Dataset content >>

***

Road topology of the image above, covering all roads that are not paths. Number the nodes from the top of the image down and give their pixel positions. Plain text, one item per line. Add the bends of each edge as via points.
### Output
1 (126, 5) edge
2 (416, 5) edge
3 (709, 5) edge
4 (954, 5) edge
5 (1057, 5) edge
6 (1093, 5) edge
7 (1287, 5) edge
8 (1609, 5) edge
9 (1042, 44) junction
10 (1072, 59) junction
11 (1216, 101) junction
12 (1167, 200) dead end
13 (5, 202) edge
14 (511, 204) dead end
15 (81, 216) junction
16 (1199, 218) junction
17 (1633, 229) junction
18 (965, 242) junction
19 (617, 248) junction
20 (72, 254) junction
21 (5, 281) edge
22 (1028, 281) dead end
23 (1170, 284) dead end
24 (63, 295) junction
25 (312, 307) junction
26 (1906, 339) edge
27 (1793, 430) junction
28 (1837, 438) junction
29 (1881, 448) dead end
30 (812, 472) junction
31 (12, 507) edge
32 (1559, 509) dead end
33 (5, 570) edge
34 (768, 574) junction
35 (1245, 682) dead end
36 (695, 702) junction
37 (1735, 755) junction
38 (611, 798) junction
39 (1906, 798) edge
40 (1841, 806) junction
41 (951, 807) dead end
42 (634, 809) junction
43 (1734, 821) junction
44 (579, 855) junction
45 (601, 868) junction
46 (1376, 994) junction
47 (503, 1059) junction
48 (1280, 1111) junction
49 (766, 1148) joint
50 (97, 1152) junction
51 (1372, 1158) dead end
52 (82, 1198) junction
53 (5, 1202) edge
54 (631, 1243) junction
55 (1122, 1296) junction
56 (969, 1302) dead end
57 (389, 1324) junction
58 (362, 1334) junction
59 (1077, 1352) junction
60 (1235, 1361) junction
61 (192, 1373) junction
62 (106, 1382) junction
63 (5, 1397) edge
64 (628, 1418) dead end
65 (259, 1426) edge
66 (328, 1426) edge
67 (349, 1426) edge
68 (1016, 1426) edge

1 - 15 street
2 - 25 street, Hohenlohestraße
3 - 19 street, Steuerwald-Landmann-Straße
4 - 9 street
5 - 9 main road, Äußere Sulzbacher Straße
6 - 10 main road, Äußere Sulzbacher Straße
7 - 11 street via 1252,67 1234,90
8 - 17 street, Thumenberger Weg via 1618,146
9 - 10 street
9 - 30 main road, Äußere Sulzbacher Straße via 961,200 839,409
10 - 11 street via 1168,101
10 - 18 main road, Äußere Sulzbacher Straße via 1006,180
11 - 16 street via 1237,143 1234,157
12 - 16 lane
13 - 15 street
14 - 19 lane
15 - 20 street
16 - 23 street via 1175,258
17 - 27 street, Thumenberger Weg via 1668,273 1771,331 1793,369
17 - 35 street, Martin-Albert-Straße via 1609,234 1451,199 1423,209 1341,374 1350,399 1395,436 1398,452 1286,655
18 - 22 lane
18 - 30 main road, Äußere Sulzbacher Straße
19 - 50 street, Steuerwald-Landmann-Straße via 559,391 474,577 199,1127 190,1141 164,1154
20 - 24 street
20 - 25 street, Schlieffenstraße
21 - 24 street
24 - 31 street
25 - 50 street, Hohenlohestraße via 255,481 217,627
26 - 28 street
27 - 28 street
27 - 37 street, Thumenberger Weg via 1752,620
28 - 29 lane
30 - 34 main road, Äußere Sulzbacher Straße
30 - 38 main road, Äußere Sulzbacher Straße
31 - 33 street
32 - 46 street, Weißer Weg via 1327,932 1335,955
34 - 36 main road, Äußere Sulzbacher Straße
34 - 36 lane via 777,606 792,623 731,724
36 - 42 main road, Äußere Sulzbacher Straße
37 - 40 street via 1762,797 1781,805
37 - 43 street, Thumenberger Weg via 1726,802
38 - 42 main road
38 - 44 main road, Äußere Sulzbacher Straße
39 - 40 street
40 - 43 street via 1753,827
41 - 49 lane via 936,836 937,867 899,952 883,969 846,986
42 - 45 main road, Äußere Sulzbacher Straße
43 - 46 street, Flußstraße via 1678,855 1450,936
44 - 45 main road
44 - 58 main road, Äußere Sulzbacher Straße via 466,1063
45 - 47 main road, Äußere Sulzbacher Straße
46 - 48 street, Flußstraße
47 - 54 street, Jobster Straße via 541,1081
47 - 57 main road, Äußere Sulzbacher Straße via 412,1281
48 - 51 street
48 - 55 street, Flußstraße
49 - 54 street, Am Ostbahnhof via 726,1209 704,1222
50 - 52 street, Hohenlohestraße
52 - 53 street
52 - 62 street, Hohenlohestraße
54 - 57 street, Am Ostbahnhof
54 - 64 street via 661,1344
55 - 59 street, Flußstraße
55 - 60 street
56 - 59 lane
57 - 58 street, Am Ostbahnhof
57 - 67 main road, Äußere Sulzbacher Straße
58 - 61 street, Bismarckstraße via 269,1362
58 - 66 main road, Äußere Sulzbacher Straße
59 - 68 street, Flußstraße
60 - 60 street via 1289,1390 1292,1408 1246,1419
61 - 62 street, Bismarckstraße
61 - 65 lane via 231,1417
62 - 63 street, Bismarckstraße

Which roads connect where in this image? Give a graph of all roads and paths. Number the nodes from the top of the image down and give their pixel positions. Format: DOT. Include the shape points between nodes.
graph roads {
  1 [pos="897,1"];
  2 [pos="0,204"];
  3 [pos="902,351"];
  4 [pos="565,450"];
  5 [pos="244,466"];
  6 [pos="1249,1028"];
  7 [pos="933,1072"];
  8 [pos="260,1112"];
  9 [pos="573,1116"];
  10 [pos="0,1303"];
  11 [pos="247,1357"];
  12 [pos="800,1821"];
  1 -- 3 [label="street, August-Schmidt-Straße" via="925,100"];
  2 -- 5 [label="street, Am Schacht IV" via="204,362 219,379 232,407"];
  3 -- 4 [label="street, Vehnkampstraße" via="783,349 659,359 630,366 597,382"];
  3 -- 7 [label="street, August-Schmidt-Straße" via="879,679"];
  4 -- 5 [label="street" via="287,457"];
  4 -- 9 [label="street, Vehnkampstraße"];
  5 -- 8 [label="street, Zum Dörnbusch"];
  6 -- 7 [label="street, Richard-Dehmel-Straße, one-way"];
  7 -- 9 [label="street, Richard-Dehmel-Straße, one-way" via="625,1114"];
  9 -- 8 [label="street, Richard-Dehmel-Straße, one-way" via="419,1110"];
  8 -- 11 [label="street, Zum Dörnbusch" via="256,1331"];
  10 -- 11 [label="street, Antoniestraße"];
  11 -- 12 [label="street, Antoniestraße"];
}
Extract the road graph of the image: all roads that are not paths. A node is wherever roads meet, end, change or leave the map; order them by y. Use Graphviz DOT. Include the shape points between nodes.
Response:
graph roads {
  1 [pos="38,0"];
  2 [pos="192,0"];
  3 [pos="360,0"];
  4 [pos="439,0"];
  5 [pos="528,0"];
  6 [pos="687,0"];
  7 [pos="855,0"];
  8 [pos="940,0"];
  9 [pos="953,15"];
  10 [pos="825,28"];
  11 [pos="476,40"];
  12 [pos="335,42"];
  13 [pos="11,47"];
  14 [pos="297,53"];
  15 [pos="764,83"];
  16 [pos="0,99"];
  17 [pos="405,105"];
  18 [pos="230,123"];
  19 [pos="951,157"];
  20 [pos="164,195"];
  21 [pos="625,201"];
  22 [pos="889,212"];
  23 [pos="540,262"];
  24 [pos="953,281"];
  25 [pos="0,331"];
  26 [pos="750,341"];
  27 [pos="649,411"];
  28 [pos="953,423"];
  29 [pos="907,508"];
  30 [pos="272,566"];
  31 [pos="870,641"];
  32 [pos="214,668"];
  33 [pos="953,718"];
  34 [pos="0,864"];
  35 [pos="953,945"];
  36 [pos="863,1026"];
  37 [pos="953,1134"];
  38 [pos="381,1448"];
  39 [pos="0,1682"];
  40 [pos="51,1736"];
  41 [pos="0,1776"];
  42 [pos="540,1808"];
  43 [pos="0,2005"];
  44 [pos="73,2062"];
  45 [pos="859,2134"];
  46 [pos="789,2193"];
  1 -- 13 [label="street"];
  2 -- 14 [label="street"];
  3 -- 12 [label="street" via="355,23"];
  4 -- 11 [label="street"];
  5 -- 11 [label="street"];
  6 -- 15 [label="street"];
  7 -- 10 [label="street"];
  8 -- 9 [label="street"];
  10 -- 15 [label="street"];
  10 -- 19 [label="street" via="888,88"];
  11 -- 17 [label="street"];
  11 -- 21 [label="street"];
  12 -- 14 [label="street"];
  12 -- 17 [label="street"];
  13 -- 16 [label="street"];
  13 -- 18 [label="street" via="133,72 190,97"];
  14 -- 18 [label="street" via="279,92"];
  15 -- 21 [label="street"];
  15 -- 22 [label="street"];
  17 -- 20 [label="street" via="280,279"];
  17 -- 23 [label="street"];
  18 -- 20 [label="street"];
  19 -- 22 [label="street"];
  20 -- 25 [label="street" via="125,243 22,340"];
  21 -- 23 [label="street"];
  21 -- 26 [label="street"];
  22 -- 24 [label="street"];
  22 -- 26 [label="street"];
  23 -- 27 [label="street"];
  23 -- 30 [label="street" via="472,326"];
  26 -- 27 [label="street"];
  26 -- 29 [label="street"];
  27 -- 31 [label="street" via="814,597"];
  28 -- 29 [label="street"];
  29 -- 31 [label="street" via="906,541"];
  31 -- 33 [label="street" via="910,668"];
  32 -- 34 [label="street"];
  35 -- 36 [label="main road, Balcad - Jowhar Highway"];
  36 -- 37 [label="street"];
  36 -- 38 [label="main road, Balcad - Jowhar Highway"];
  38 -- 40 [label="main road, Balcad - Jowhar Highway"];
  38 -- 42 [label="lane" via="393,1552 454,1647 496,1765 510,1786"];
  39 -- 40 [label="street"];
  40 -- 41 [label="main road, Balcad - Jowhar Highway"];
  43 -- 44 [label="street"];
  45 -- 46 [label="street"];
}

***

The problem >>
Where a line above contains the string "Balcad", copy that line.

Task solution >>
  35 -- 36 [label="main road, Balcad - Jowhar Highway"];
  36 -- 38 [label="main road, Balcad - Jowhar Highway"];
  38 -- 40 [label="main road, Balcad - Jowhar Highway"];
  40 -- 41 [label="main road, Balcad - Jowhar Highway"];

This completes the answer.